Nuffield Loses A Great Scholar

The Nuffield alumni lost one of its oldest surviving scholars with the death of John O’Connor in March. Father of 2015 scholar, Bede and Agriculture Minister Damien O’Connor, the connection with the O’Connor family has been strong.John O’Connor, ONZM, was a passionate advocate for the dairy industry and was regarded as a pioneer for introducing dairy to the Buller district on the West Coast.
As well as a Nuffield Scholar, he was Federated Farmers National Dairy Chair, West Coast Provincial President and served for 48 years as a director on the Buller Valley, Karamea and Westland Dairy Companies.
A keen sports follower and marathon runner, Mr O’Connor was an active member of the West Coast Rural Support Trust even in his later life.
"If you’re a Coaster you’ll really appreciate the challenges there is farming near the mighty Buller River. Mr O’Connor epitomised the true West Coaster spirit through his determination and resilience to withstand the local climatic extremities. He also valiantly battled the scourge of TB in cattle and served on the RAHC – Tb Free as it is now called.
The West Coast farming community has lost one it its biggest battlers – he will be sorely missed," reflected Katie Milne, President of Federated Farmers.
West Coast dairy farmer and close friend Ian Robb, remembers Mr O’Connor’s engaging sense of humour and strong moral values.
"John had a kind, wonderful personality, he could relate to most people and the trials and tribulations they faced as farmers. He would always back the underdog and would seek out those doing it tough, and this was before the days of the Rural Support Trusts.
As his name goes, he definitely had that Irish charm.

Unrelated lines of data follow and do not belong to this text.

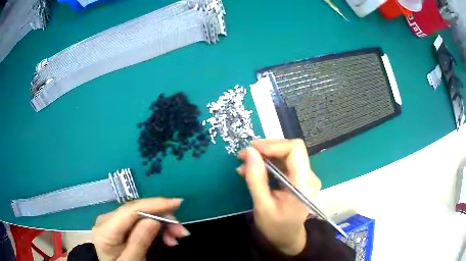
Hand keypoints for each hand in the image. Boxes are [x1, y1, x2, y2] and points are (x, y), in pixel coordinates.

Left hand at [92, 198, 189, 260]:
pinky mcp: (119, 225)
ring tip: (176, 238)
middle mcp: (107, 219)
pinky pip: (139, 220)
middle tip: (182, 232)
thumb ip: (138, 243)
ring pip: (141, 214)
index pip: (130, 210)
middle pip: (138, 211)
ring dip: (161, 223)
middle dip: (162, 217)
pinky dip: (155, 227)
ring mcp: (113, 221)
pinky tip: (166, 237)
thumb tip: (154, 220)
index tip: (178, 203)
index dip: (154, 204)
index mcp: (105, 230)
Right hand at [237, 139, 320, 255]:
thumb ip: (256, 178)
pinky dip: (268, 163)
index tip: (252, 150)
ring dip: (265, 156)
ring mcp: (305, 177)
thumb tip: (250, 152)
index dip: (273, 145)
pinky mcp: (299, 179)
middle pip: (290, 149)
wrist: (287, 238)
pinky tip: (254, 169)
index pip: (295, 149)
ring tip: (245, 163)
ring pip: (286, 154)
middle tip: (244, 155)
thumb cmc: (275, 227)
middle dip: (266, 149)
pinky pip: (285, 163)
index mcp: (304, 184)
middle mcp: (309, 176)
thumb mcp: (262, 205)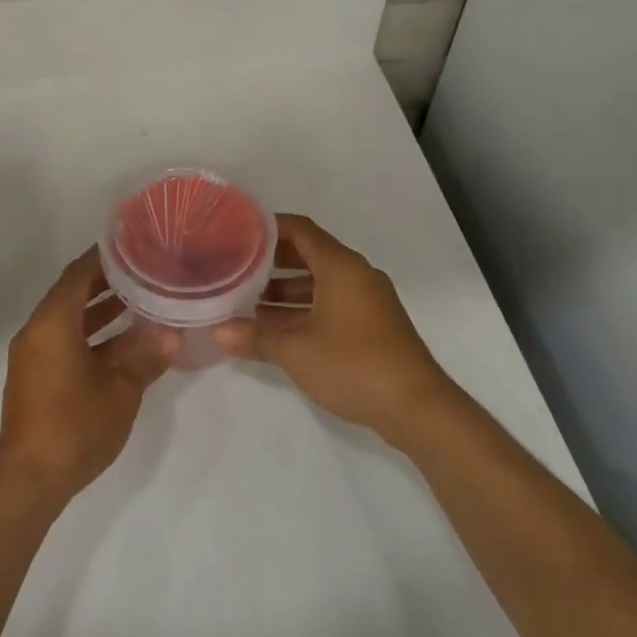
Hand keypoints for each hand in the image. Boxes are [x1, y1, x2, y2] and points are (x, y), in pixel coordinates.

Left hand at [0, 248, 175, 506]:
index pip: (78, 274)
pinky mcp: (35, 378)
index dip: (104, 258)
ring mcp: (33, 356)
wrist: (28, 481)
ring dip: (100, 312)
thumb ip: (146, 359)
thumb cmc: (74, 426)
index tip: (132, 246)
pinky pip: (64, 342)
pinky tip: (123, 345)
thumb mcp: (120, 391)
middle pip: (72, 294)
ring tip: (139, 303)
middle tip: (142, 272)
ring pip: (69, 321)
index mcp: (52, 323)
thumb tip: (172, 337)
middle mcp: (37, 332)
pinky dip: (90, 337)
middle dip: (106, 283)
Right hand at [213, 214, 454, 445]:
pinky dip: (307, 307)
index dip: (269, 227)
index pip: (300, 230)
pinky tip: (281, 328)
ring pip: (322, 282)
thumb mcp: (296, 351)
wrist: (418, 409)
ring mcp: (369, 300)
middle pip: (310, 254)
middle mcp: (357, 274)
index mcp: (340, 266)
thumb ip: (255, 337)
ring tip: (251, 303)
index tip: (239, 232)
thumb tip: (217, 331)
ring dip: (288, 290)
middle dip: (273, 262)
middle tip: (238, 268)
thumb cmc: (354, 365)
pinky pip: (334, 302)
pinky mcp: (375, 325)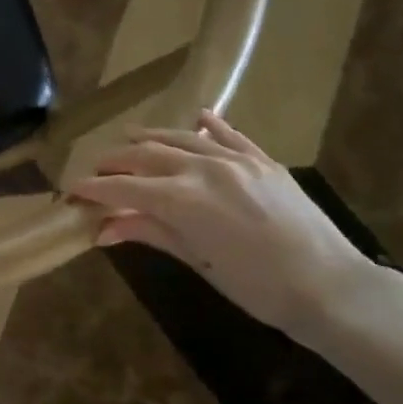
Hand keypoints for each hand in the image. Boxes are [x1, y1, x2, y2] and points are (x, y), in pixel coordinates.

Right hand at [69, 112, 374, 336]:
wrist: (331, 287)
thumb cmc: (256, 286)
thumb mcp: (196, 260)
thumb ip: (148, 232)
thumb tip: (102, 229)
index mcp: (181, 197)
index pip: (122, 187)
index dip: (93, 188)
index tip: (70, 191)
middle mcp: (202, 167)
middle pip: (145, 155)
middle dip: (114, 161)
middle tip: (95, 170)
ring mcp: (236, 159)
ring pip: (181, 138)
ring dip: (151, 138)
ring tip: (129, 138)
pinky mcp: (263, 161)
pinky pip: (230, 135)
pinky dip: (210, 125)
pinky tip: (198, 117)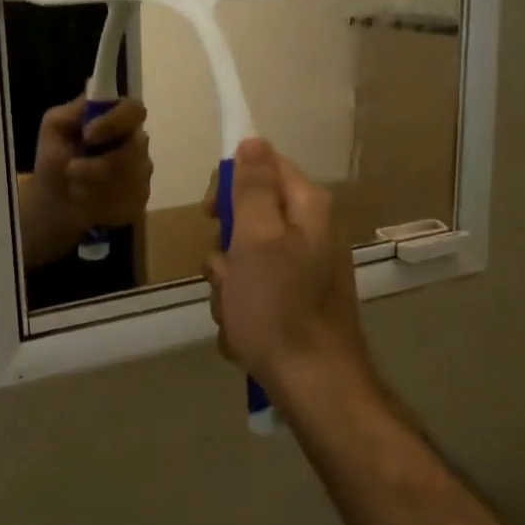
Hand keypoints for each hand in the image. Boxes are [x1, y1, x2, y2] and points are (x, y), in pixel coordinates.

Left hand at [17, 97, 152, 269]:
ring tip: (74, 190)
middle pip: (133, 152)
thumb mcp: (54, 129)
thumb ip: (72, 111)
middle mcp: (136, 144)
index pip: (134, 110)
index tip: (88, 136)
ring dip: (93, 188)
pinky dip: (99, 207)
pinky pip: (127, 204)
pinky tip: (87, 206)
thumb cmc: (55, 161)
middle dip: (96, 167)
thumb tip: (93, 102)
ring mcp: (142, 175)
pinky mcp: (140, 201)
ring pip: (129, 182)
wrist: (54, 204)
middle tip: (71, 171)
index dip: (115, 122)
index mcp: (118, 121)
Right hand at [206, 139, 371, 414]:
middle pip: (250, 215)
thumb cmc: (278, 307)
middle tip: (225, 271)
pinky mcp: (293, 301)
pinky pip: (253, 291)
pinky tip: (244, 332)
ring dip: (228, 284)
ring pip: (244, 258)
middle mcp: (309, 232)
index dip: (231, 183)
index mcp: (306, 208)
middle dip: (226, 246)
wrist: (313, 384)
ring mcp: (303, 269)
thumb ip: (253, 187)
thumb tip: (252, 139)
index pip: (263, 165)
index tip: (211, 212)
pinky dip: (241, 308)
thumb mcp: (257, 238)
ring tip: (235, 310)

He was also a great orator and was adept at getting his point of view over in difficult conversations without offending anyone."

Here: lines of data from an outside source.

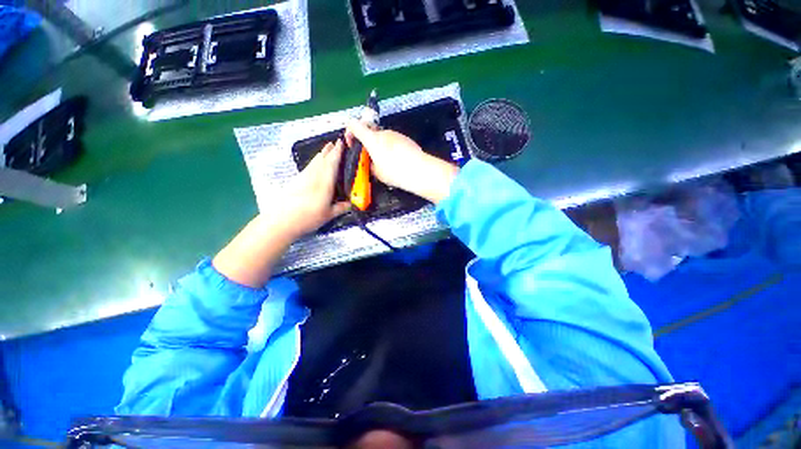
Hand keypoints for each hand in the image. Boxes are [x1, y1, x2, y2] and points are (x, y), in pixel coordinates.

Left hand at [275, 139, 350, 236]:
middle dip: (329, 150)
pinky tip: (315, 164)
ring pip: (314, 161)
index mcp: (324, 183)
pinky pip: (309, 166)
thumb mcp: (328, 215)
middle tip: (336, 142)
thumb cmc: (308, 218)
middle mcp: (314, 176)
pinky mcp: (296, 181)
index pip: (332, 164)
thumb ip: (341, 208)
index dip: (337, 153)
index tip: (341, 143)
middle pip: (322, 159)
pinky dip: (315, 161)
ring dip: (322, 154)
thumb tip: (352, 204)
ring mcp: (303, 177)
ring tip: (327, 149)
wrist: (281, 220)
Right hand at [345, 121, 458, 203]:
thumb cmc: (395, 172)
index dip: (349, 131)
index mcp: (372, 139)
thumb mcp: (377, 173)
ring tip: (386, 162)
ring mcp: (395, 134)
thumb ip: (370, 164)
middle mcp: (383, 132)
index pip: (354, 125)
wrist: (419, 170)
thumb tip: (371, 162)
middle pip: (370, 132)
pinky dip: (391, 148)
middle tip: (370, 158)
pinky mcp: (405, 138)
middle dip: (367, 143)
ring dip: (380, 146)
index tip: (351, 142)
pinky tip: (397, 160)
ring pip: (382, 137)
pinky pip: (393, 141)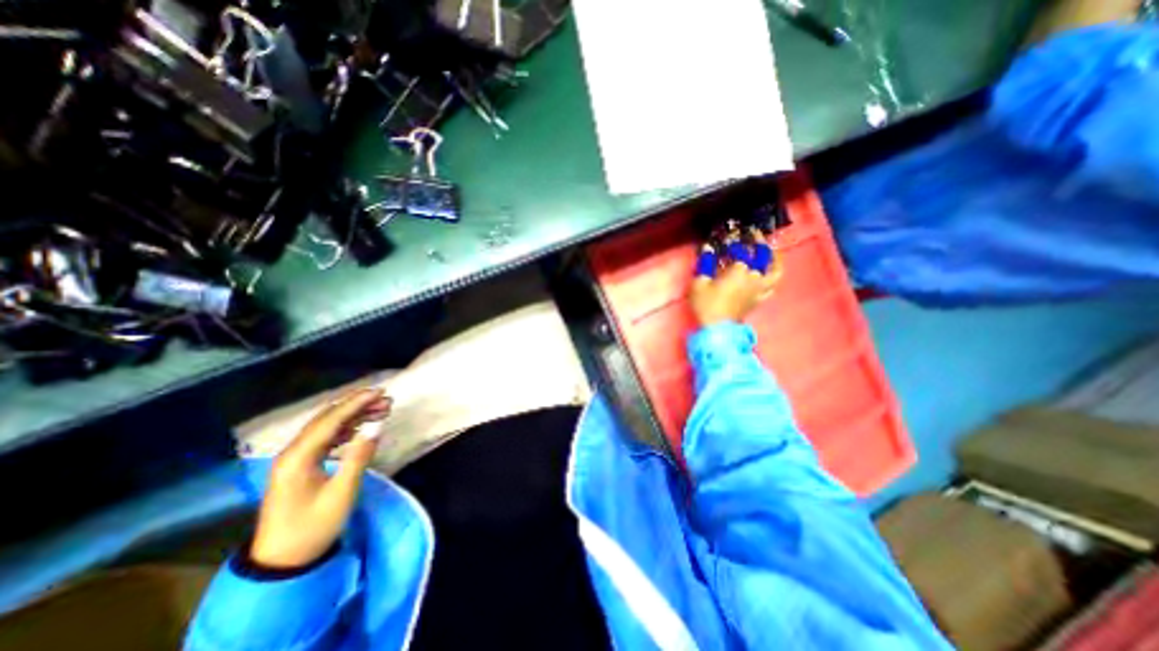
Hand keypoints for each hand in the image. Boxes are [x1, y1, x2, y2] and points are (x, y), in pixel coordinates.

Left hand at [250, 390, 390, 567]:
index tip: (381, 392)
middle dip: (357, 405)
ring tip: (380, 410)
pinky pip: (325, 438)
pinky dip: (345, 428)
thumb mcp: (341, 493)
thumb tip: (377, 426)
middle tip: (386, 399)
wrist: (282, 562)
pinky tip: (361, 427)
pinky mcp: (300, 466)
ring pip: (327, 426)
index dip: (357, 403)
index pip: (331, 420)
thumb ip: (359, 456)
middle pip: (327, 418)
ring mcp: (294, 459)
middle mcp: (293, 452)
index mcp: (298, 457)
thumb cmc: (313, 527)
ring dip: (353, 415)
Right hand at [692, 231, 782, 328]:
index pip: (741, 249)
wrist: (717, 329)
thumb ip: (705, 264)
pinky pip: (771, 287)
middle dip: (760, 242)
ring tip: (773, 252)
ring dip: (775, 260)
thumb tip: (707, 249)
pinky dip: (772, 279)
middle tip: (755, 235)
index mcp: (739, 270)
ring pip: (775, 271)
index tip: (731, 234)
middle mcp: (754, 277)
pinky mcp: (759, 300)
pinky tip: (768, 276)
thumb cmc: (706, 305)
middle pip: (763, 255)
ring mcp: (759, 289)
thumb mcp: (699, 283)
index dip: (736, 240)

In his seventies, Mr O’Connor was so formidable and respected, he was still being re-elected to the Westland Dairy Companies when up against strong candidates.
"He didn’t always agree for example with the merging of the Coast’s dairy companies, but he soon got on with it, because he wanted farmers to succeed collectively," said Mr Robb.
Mr O’Connor is survived by his wife of 62 years, Del, six children and 20 grandchildren.